During the early 1950s, Fast continued speaking frequently for the party and writing for the Daily Worker. In 1954, he was awarded the Stalin International Peace Prize, Sympathetic critic Eric Hoberger called Fast:

[A] prolific radical novelist who championed the cause of America's common people...He was the one truly popular American writer to remain loyal to the Communist Party, until 1956 when Khrushchev's so-called "secret speech" on Stalin's crimes and the Red Army's crushing of the Hungarian revolution, led three-quarters of the membership of the American Communist Party to quit.


UP TO the point of his resignation from the Communist Party, Fast's books were bestsellers in Russia and throughout Eastern Europe. After his resignation, Fast's next book was The Naked God: The Writer and the Communist Party, a memoir published in 1957. In the book, Fast acknowledges the deep disillusionment concerning the party that he and many others experienced.

The book is less an apology for mistakes he made while still a member than Fast accounting for his long inability to leave sooner, despite his long-term doubts.

Outside the Party, Fast quickly returned to writing and publishing popular historical novels with a left-liberal political outlook. Historian Alan Wald argues that the too-quick denunciations of Fast on both the right and the left distorts his real history:

[T]he view of Fast as an opportunistic money-maker hardly explains why he produced explicitly Communist books such as Silas Timberman, The Story of Lola Gregg and The Passion of Sacco and Vanzetti, published by his own press [Blue Heron] and paid for by his own resources, during the height of the Cold War when no commercial publisher would touch him.

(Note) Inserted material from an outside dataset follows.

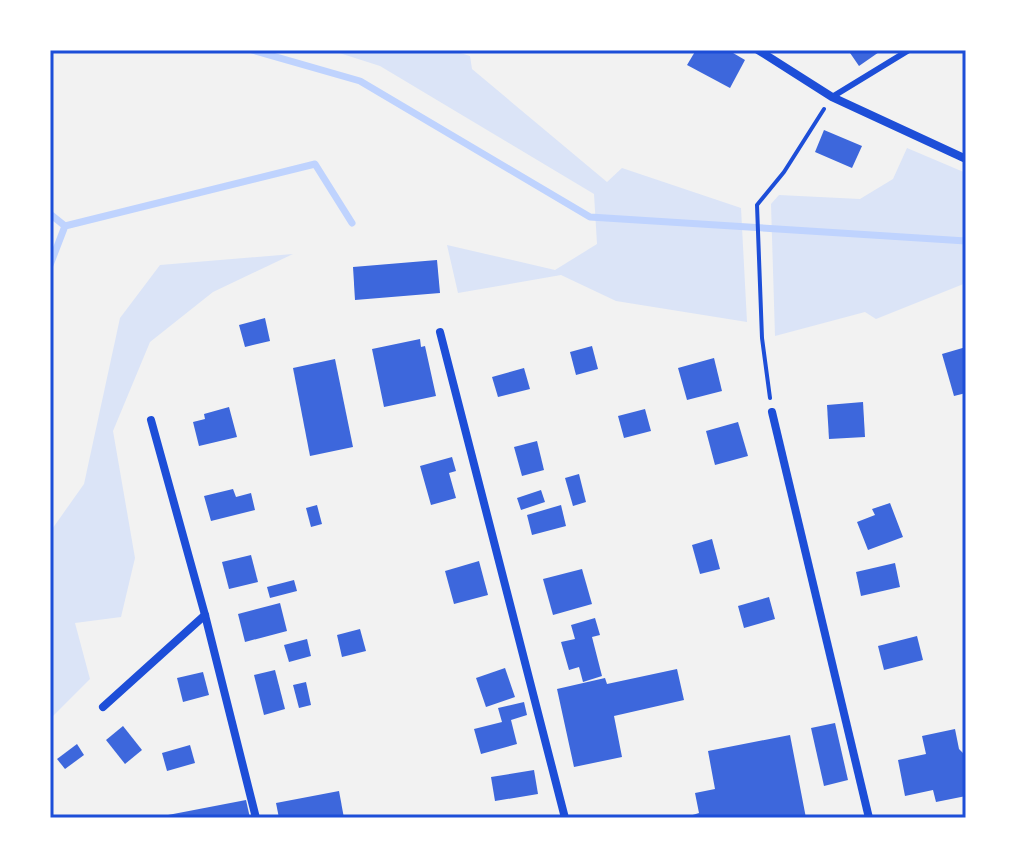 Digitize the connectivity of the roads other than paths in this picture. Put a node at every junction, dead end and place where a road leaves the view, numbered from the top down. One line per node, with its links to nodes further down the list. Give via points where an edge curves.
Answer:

Wald notes further that Spartacus was the first self-published bestseller in recent history, and acknowledges as well what he sees as Fast's main artistic failing, in spite of the great popularity many of his books have enjoyed:

Such a career might be a cause for celebration among those who would like to see fiction with a radical perspective reach a broader audience...One can recall some stirring episodes and vivid portraits, [but] much of his writing appears two-dimensional and lacking in subtlety.

In 1939, Fast published his first major political novel, Conceived in Liberty: A Novel of Valley Forge. By the 1990s, his books had sold 8 million copies, including Citizen Tom Paine, Freedom Road and Spartacus. Spartacus later became a popular film featuring Douglas--Dalton Trumbo, a friend of Fast's and later one of the Hollywood Ten, wrote the script for Spartacus. Freedom Road, about the plight of African American former slaves during the Reconstruction era, became a TV mini-series, featuring a performance by boxer Muhammad Ali in the lead role of Gideon.

Fast's historical novels are both popular and well worth reading. They are quick-moving and with strongly defined characters, set at key points in American history. The Last Frontier, published in 1941, is about the 1878 flight of 300 Cheyenne Native Americans from their confinement in Oklahoma to their tribal home in Wyoming. The Passion of Sacco and Vanzetti, published in 1953, about the immigrant anarchists framed for murder in 1923 and executed by the state in 1927 despite a worldwide campaign to save their lives.

Critic Andrew Macdonald has noted that Fast's reputation suffered for the notoriety of his politics, but also that he has "never been given full credit for his contribution to the essential tales of American culture, the American Revolution and immigrant acculturation."

It is to Fast's great credit that he refused to turn the names of his friends and comrades over to the McCarthyite forces demanding them, that he paid three moths of his life for that refusal, and that he never became a professional anti-communist as other writers and artists of his generation did.